Focusing now on the novel aspects of this invention, the slightly conductive metal oxide coating 14 on the input electrode enables direct electrical connection of the input electrode I to the encapsulated gas without the previous contamination problems. This is possible because the metal oxide coating functions both as a highly resistive protective cover, and also, in a limited sense, as a conductor. That is, when a potential suitable for inputting charge is applied to the input electrode such that V_i >V_f and therefore a plasma discharge is initiated in cell I-1₁, the conductive coating 14 dissipates any undesirable charge buildup on the input electrode in time for the next voltage pulse to be applied to the input. However, the coating 14 has sufficient resistivity to give rise to only a slight current through the coating and thereby reduce the possibility of breakdown of the overlying protective magnesium oxide coating on the input electrode.

The conductive coating 17 on the erase electrode enables direct electrical connection of the erase electrode E to the encapsulated gas, like the input electrode I, without the previous contamination problems. Upon discharge of the next to the last cell in the device (the cell formed by the electrodes 3_n -4_n adjacent the erase electrode E), wall charge is formed on the wall of the electrode 4_n. Then, upon discharge of the last cell, 4_n -E, the wall charge is transferred to the erase electrode which, being maintained at the relatively low or ground voltage, extinguishes the discharge. The high resistivity coating 17 dissipates undesirable charge build up on the erase electrode and protects the overlying magnesium oxide coating in the same manner as explained in connection with the input electrode coating 14.

Having described what is considered to be a preferred embodiment of the invention, it will be understood that various changes and modifications may be made in the above-described construction without departing from the spirit thereof, particularly as defined in the following claims.

Claims

I claim:

1. An improved plasma transfer display device comprising:

at least one envelope defining a channel containing an ionizable medium; and

an electrode located within said channel for initiating or terminating a plasma discharge of the ionizable medium proximate the electrode, said electrode comprising a conductive base a layer of magnesium oxide and a dielectric coating consisting essentially of a ruthenium oxide in a glass matrix and having a sheet resistivity of less than about 10 megohms per square formed between said conductive base and said magnesium oxide layer, said dielectric coating permitting direct coupling of the electrode with the ionizable medium and preventing contamination and breakdown of said magnesium oxide layer by said electrode during operation of the device.

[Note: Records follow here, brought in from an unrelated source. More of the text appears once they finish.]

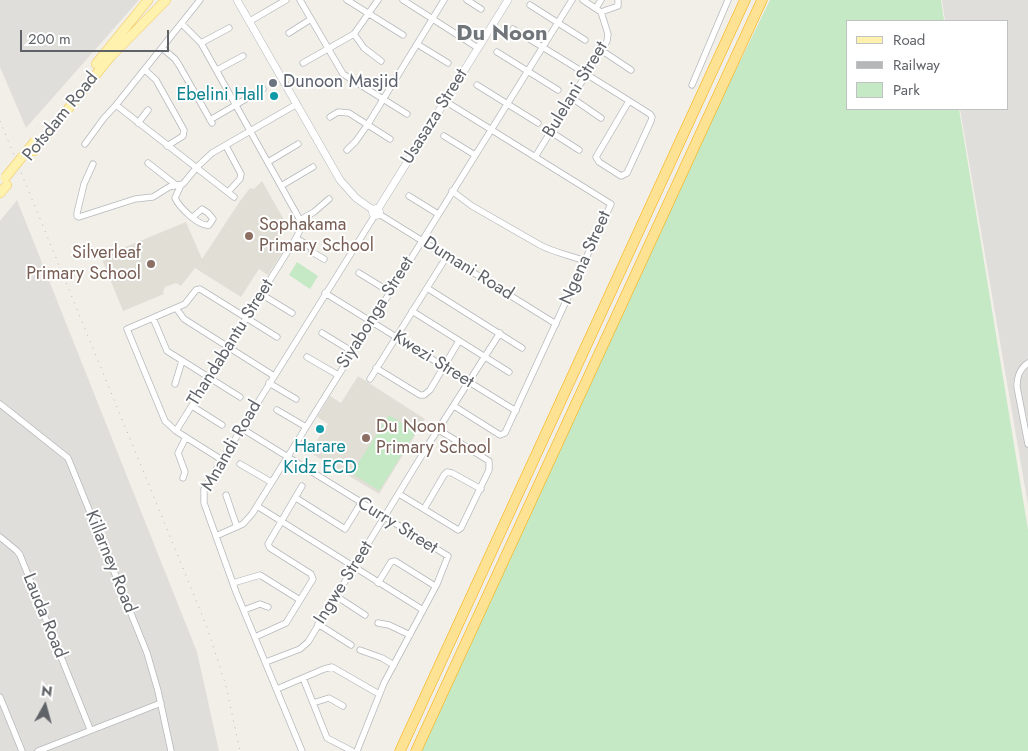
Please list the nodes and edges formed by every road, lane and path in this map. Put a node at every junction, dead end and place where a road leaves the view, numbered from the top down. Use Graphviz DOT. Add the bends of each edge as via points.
graph roads {
  1 [pos="148,0"];
  2 [pos="166,0"];
  3 [pos="200,0"];
  4 [pos="237,0"];
  5 [pos="286,0"];
  6 [pos="300,0"];
  7 [pos="347,0"];
  8 [pos="378,0"];
  9 [pos="403,0"];
  10 [pos="444,0"];
  11 [pos="467,0"];
  12 [pos="508,0"];
  13 [pos="572,0"];
  14 [pos="583,0"];
  15 [pos="601,0"];
  16 [pos="618,0"];
  17 [pos="728,0"];
  18 [pos="745,0"];
  19 [pos="762,0"];
  20 [pos="767,0"];
  21 [pos="530,5"];
  22 [pos="481,10"];
  23 [pos="598,10"];
  24 [pos="370,14"];
  25 [pos="311,19"];
  26 [pos="432,20"];
  27 [pos="250,21"];
  28 [pos="182,24"];
  29 [pos="558,24"];
  30 [pos="229,28"];
  31 [pos="513,29"];
  32 [pos="289,33"];
  33 [pos="354,34"];
  34 [pos="403,35"];
  35 [pos="744,38"];
  36 [pos="585,40"];
  37 [pos="201,43"];
  38 [pos="417,44"];
  39 [pos="543,47"];
  40 [pos="162,48"];
  41 [pos="478,48"];
  42 [pos="328,49"];
  43 [pos="601,50"];
  44 [pos="497,52"];
  45 [pos="243,56"];
  46 [pos="381,61"];
  47 [pos="303,63"];
  48 [pos="448,63"];
  49 [pos="145,70"];
  50 [pos="217,70"];
  51 [pos="631,70"];
  52 [pos="528,71"];
  53 [pos="587,74"];
  54 [pos="692,84"];
  55 [pos="477,85"];
  56 [pos="263,89"];
  57 [pos="558,90"];
  58 [pos="572,98"];
  59 [pos="382,100"];
  60 [pos="629,100"];
  61 [pos="445,101"];
  62 [pos="297,104"];
  63 [pos="508,104"];
  64 [pos="116,106"];
  65 [pos="235,106"];
  66 [pos="148,110"];
  67 [pos="407,114"];
  68 [pos="330,117"];
  69 [pos="601,118"];
  70 [pos="138,123"];
  71 [pos="538,123"];
  72 [pos="368,124"];
  73 [pos="491,130"];
  74 [pos="250,131"];
  75 [pos="551,132"];
  76 [pos="444,136"];
  77 [pos="390,138"];
  78 [pos="85,144"];
  79 [pos="298,144"];
  80 [pos="167,146"];
  81 [pos="226,146"];
  82 [pos="347,150"];
  83 [pos="580,150"];
  84 [pos="475,155"];
  85 [pos="535,157"];
  86 [pos="268,162"];
  87 [pos="148,163"];
  88 [pos="93,164"];
  89 [pos="197,167"];
  90 [pos="313,167"];
  91 [pos="4,182"];
  92 [pos="181,184"];
  93 [pos="282,186"];
  94 [pos="452,191"];
  95 [pos="228,192"];
  96 [pos="0,193"];
  97 [pos="408,196"];
  98 [pos="234,197"];
  99 [pos="329,199"];
  100 [pos="376,212"];
  101 [pos="438,214"];
  102 [pos="193,218"];
  103 [pos="300,220"];
  104 [pos="296,238"];
  105 [pos="422,240"];
  106 [pos="447,256"];
  107 [pos="324,259"];
  108 [pos="585,261"];
  109 [pos="359,273"];
  110 [pos="427,288"];
  111 [pos="390,292"];
  112 [pos="325,293"];
  113 [pos="261,294"];
  114 [pos="222,303"];
  115 [pos="176,308"];
  116 [pos="218,309"];
  117 [pos="412,311"];
  118 [pos="292,313"];
  119 [pos="153,318"];
  120 [pos="247,318"];
  121 [pos="372,322"];
  122 [pos="556,324"];
  123 [pos="120,326"];
  124 [pos="127,329"];
  125 [pos="322,333"];
  126 [pos="500,333"];
  127 [pos="277,337"];
  128 [pos="396,337"];
  129 [pos="459,342"];
  130 [pos="229,347"];
  131 [pos="522,348"];
  132 [pos="353,352"];
  133 [pos="307,357"];
  134 [pos="485,358"];
  135 [pos="182,361"];
  136 [pos="1028,363"];
  137 [pos="444,367"];
  138 [pos="376,368"];
  139 [pos="509,372"];
  140 [pos="274,376"];
  141 [pos="338,376"];
  142 [pos="405,377"];
  143 [pos="210,378"];
  144 [pos="370,379"];
  145 [pos="269,383"];
  146 [pos="401,383"];
  147 [pos="469,383"];
  148 [pos="175,384"];
  149 [pos="240,397"];
  150 [pos="296,398"];
  151 [pos="0,404"];
  152 [pos="192,406"];
  153 [pos="454,406"];
  154 [pos="277,410"];
  155 [pos="516,411"];
  156 [pos="222,425"];
  157 [pos="306,427"];
  158 [pos="241,428"];
  159 [pos="439,430"];
  160 [pos="176,431"];
  161 [pos="186,437"];
  162 [pos="1028,444"];
  163 [pos="287,457"];
  164 [pos="222,460"];
  165 [pos="240,464"];
  166 [pos="183,478"];
  167 [pos="271,482"];
  168 [pos="302,486"];
  169 [pos="481,489"];
  170 [pos="399,494"];
  171 [pos="226,495"];
  172 [pos="296,498"];
  173 [pos="361,503"];
  174 [pos="257,506"];
  175 [pos="424,509"];
  176 [pos="384,518"];
  177 [pos="281,522"];
  178 [pos="237,527"];
  179 [pos="216,536"];
  180 [pos="0,537"];
  181 [pos="354,567"];
  182 [pos="378,583"];
  183 [pos="233,584"];
  184 [pos="435,586"];
  185 [pos="336,596"];
  186 [pos="300,600"];
  187 [pos="268,608"];
  188 [pos="244,610"];
  189 [pos="423,610"];
  190 [pos="365,615"];
  191 [pos="378,623"];
  192 [pos="318,624"];
  193 [pos="410,634"];
  194 [pos="255,636"];
  195 [pos="350,645"];
  196 [pos="360,650"];
  197 [pos="266,662"];
  198 [pos="394,665"];
  199 [pos="303,678"];
  200 [pos="277,689"];
  201 [pos="379,694"];
  202 [pos="0,697"];
  203 [pos="161,703"];
  204 [pos="313,703"];
  205 [pos="343,706"];
  206 [pos="90,729"];
  207 [pos="22,751"];
  208 [pos="38,751"];
  209 [pos="171,751"];
  210 [pos="302,751"];
  211 [pos="352,751"];
  212 [pos="356,751"];
  213 [pos="400,751"];
  214 [pos="416,751"];
  1 -- 91 [label="main road, Potsdam Road, bridge"];
  2 -- 91 [label="main road, Potsdam Road" via="111,56"];
  3 -- 28 [label="street"];
  4 -- 27 [label="street, Dumani Road"];
  5 -- 27 [label="street"];
  6 -- 25 [label="street"];
  7 -- 24 [label="street"];
  8 -- 24 [label="street"];
  9 -- 26 [label="street"];
  10 -- 26 [label="street"];
  11 -- 22 [label="street"];
  12 -- 41 [label="street, Usasaza Street"];
  13 -- 29 [label="street, Siyabonga Street"];
  14 -- 23 [label="street"];
  15 -- 23 [label="street"];
  16 -- 23 [label="street" via="618,6"];
  17 -- 54 [label="street"];
  18 -- 213 [label="highway"];
  19 -- 35 [label="highway"];
  20 -- 35 [label="highway" via="750,34"];
  21 -- 29 [label="street"];
  23 -- 43 [label="street, Bulelani Street" via="608,36"];
  24 -- 33 [label="street"];
  24 -- 34 [label="street"];
  25 -- 32 [label="street"];
  25 -- 42 [label="street"];
  26 -- 38 [label="street"];
  26 -- 41 [label="street"];
  27 -- 62 [label="street, Dumani Road"];
  28 -- 37 [label="street"];
  28 -- 40 [label="street"];
  29 -- 36 [label="street"];
  29 -- 39 [label="street, Siyabonga Street"];
  30 -- 37 [label="street"];
  31 -- 39 [label="street"];
  33 -- 42 [label="street"];
  33 -- 46 [label="street" via="364,48"];
  35 -- 214 [label="highway"];
  37 -- 50 [label="street"];
  38 -- 48 [label="street"];
  38 -- 59 [label="street"];
  39 -- 52 [label="street, Siyabonga Street"];
  39 -- 53 [label="street"];
  40 -- 49 [label="street"];
  40 -- 65 [label="street" via="180,65 211,121"];
  41 -- 61 [label="street, Usasaza Street"];
  42 -- 47 [label="street"];
  42 -- 59 [label="street" via="343,74"];
  43 -- 51 [label="street"];
  43 -- 53 [label="street, Bulelani Street"];
  44 -- 52 [label="street"];
  45 -- 50 [label="street"];
  49 -- 64 [label="street"];
  49 -- 80 [label="street" via="156,80 184,130 183,136"];
  50 -- 65 [label="street"];
  52 -- 57 [label="street"];
  52 -- 63 [label="street, Siyabonga Street"];
  53 -- 58 [label="street, Bulelani Street"];
  53 -- 60 [label="street"];
  55 -- 63 [label="street"];
  56 -- 65 [label="street"];
  58 -- 69 [label="street"];
  58 -- 75 [label="street, Bulelani Street"];
  59 -- 67 [label="street"];
  59 -- 72 [label="street"];
  60 -- 60 [label="street" via="596,159 624,176 652,117"];
  61 -- 73 [label="street, Ngena Street"];
  61 -- 100 [label="street, Usasaza Street"];
  62 -- 74 [label="street"];
  62 -- 100 [label="street, Dumani Road" via="340,180 356,198"];
  63 -- 71 [label="street"];
  63 -- 73 [label="street, Siyabonga Street"];
  64 -- 70 [label="street"];
  64 -- 78 [label="street"];
  65 -- 74 [label="street"];
  66 -- 70 [label="street"];
  68 -- 72 [label="street" via="345,112"];
  70 -- 80 [label="street"];
  72 -- 77 [label="street"];
  72 -- 82 [label="street"];
  73 -- 84 [label="street, Siyabonga Street"];
  73 -- 85 [label="street, Ngena Street"];
  74 -- 81 [label="street"];
  74 -- 86 [label="street"];
  75 -- 83 [label="street"];
  75 -- 85 [label="street, Bulelani Street"];
  76 -- 84 [label="street"];
  79 -- 86 [label="street"];
  80 -- 89 [label="street"];
  81 -- 89 [label="street" via="212,153"];
  81 -- 95 [label="street" via="241,174"];
  84 -- 94 [label="street, Siyabonga Street"];
  85 -- 108 [label="street, Ngena Street" via="611,204"];
  86 -- 93 [label="street"];
  87 -- 92 [label="street"];
  88 -- 92 [label="street" via="82,191 77,212 79,218 153,197"];
  89 -- 92 [label="street"];
  89 -- 95 [label="street"];
  90 -- 93 [label="street"];
  91 -- 96 [label="main road, Potsdam Road"];
  92 -- 102 [label="street" via="175,199"];
  93 -- 103 [label="street"];
  94 -- 101 [label="street, Siyabonga Street"];
  94 -- 108 [label="street" via="540,246"];
  95 -- 98 [label="street"];
  97 -- 101 [label="street"];
  99 -- 103 [label="street"];
  100 -- 105 [label="street, Dumani Road"];
  100 -- 112 [label="street, Mnandi Road"];
  101 -- 105 [label="street, Siyabonga Street"];
  103 -- 104 [label="street, Thandabantu Street" via="301,228"];
  104 -- 107 [label="street"];
  104 -- 113 [label="street, Thandabantu Street"];
  105 -- 106 [label="street, Dumani Road"];
  105 -- 111 [label="street, Siyabonga Street"];
  106 -- 110 [label="street"];
  106 -- 122 [label="street, Dumani Road"];
  108 -- 122 [label="street, Ngena Street"];
  109 -- 111 [label="street"];
  110 -- 117 [label="street"];
  110 -- 126 [label="street"];
  111 -- 121 [label="street, Siyabonga Street"];
  112 -- 121 [label="street, Kwezi Street"];
  112 -- 140 [label="street, Mnandi Road"];
  113 -- 118 [label="street"];
  113 -- 120 [label="street, Thandabantu Street"];
  114 -- 115 [label="street" via="200,289"];
  114 -- 116 [label="street"];
  114 -- 120 [label="street"];
  115 -- 119 [label="street"];
  115 -- 130 [label="street" via="184,319"];
  117 -- 128 [label="street"];
  117 -- 129 [label="street"];
  119 -- 124 [label="street"];
  119 -- 135 [label="street" via="166,349"];
  120 -- 127 [label="street"];
  120 -- 130 [label="street, Thandabantu Street"];
  121 -- 128 [label="street, Kwezi Street"];
  121 -- 132 [label="street, Siyabonga Street"];
  122 -- 155 [label="street, Ngena Street"];
  123 -- 124 [label="street"];
  124 -- 160 [label="street" via="163,418"];
  125 -- 132 [label="street"];
  126 -- 131 [label="street"];
  126 -- 134 [label="street, Ingwe Street"];
  128 -- 137 [label="street, Kwezi Street"];
  128 -- 138 [label="street"];
  129 -- 134 [label="street"];
  129 -- 137 [label="street"];
  130 -- 140 [label="street"];
  130 -- 143 [label="street, Thandabantu Street"];
  132 -- 141 [label="street, Siyabonga Street"];
  133 -- 141 [label="street"];
  134 -- 139 [label="street"];
  134 -- 147 [label="street, Ingwe Street"];
  135 -- 143 [label="street"];
  135 -- 148 [label="street"];
  136 -- 162 [label="street" via="1019,372 1017,387"];
  137 -- 146 [label="street" via="425,399"];
  137 -- 147 [label="street, Kwezi Street"];
  138 -- 144 [label="street"];
  138 -- 146 [label="street"];
  140 -- 145 [label="street, Mnandi Road"];
  141 -- 157 [label="street, Siyabonga Street"];
  142 -- 146 [label="street"];
  143 -- 149 [label="street"];
  143 -- 152 [label="street, Thandabantu Street"];
  145 -- 150 [label="street"];
  145 -- 158 [label="street, Mnandi Road"];
  147 -- 153 [label="street, Ingwe Street"];
  147 -- 155 [label="street, Kwezi Street"];
  151 -- 203 [label="street, Killarney Road" via="68,458 147,653"];
  152 -- 156 [label="street"];
  152 -- 160 [label="street, Thandabantu Street"];
  153 -- 155 [label="street, Ngena Street" via="500,436 507,430"];
  153 -- 159 [label="street, Ingwe Street"];
  154 -- 157 [label="street"];
  157 -- 163 [label="street, Siyabonga Street"];
  158 -- 163 [label="street, Curry Street"];
  158 -- 164 [label="street, Mnandi Road"];
  159 -- 169 [label="street" via="490,461 490,470"];
  159 -- 170 [label="street, Ingwe Street"];
  160 -- 161 [label="street"];
  161 -- 164 [label="street"];
  161 -- 166 [label="street" via="178,453 185,472"];
  163 -- 167 [label="street, Siyabonga Street"];
  163 -- 173 [label="street, Curry Street"];
  164 -- 179 [label="street, Mnandi Road" via="203,492"];
  165 -- 167 [label="street"];
  167 -- 174 [label="street, Siyabonga Street"];
  168 -- 172 [label="street"];
  169 -- 175 [label="street" via="447,472"];
  169 -- 175 [label="street" via="460,529"];
  170 -- 175 [label="street"];
  170 -- 176 [label="street, Ingwe Street"];
  171 -- 178 [label="street"];
  172 -- 173 [label="street" via="345,532"];
  172 -- 177 [label="street"];
  173 -- 176 [label="street, Curry Street"];
  174 -- 177 [label="street"];
  174 -- 178 [label="street, Siyabonga Street" via="248,520"];
  176 -- 181 [label="street, Ingwe Street"];
  176 -- 184 [label="street, Curry Street" via="448,556"];
  177 -- 181 [label="street"];
  177 -- 186 [label="street" via="268,542 269,546 313,577"];
  178 -- 179 [label="street, Siyabonga Street"];
  179 -- 183 [label="street, Mnandi Road"];
  180 -- 206 [label="street, Lauda Road" via="20,555"];
  181 -- 182 [label="street"];
  181 -- 185 [label="street, Ingwe Street"];
  182 -- 184 [label="street" via="391,562 395,561"];
  182 -- 189 [label="street"];
  183 -- 186 [label="street" via="260,576"];
  183 -- 188 [label="street, Mnandi Road"];
  184 -- 189 [label="street, Curry Street"];
  185 -- 190 [label="street"];
  185 -- 192 [label="street, Ingwe Street"];
  186 -- 194 [label="street" via="285,624"];
  187 -- 188 [label="street" via="260,604"];
  188 -- 194 [label="street, Mnandi Road"];
  189 -- 193 [label="street, Curry Street"];
  191 -- 193 [label="street"];
  192 -- 195 [label="street"];
  192 -- 197 [label="street, Ingwe Street" via="303,646"];
  193 -- 198 [label="street, Curry Street"];
  194 -- 197 [label="street, Mnandi Road"];
  196 -- 198 [label="street"];
  197 -- 200 [label="street, Mnandi Road"];
  198 -- 201 [label="street, Curry Street"];
  199 -- 200 [label="street"];
  199 -- 201 [label="street" via="332,667"];
  199 -- 204 [label="street"];
  200 -- 210 [label="street, Mnandi Road"];
  201 -- 212 [label="street, Curry Street"];
  202 -- 207 [label="street"];
  203 -- 206 [label="street"];
  203 -- 209 [label="street, Killarney Road"];
  204 -- 205 [label="street" via="329,698"];
  204 -- 211 [label="street" via="327,738"];
  206 -- 208 [label="street"];
}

2. A contamination-resistant, voltage breakdown-resistant electrode for a gaseous discharge device for initiating or terminating said discharge, comprising:

a conductive base;

a dielectric layer formed on the conductive base consisting essentially of ruthenium oxide in a glass matrix and having a sheet resistivity of less than about 10 megohms per square, said dielectric permitting direct coupling of said electrode with the gas; and

a magnesium oxide dielectric layer formed on said ruthenium oxide dielectric layer.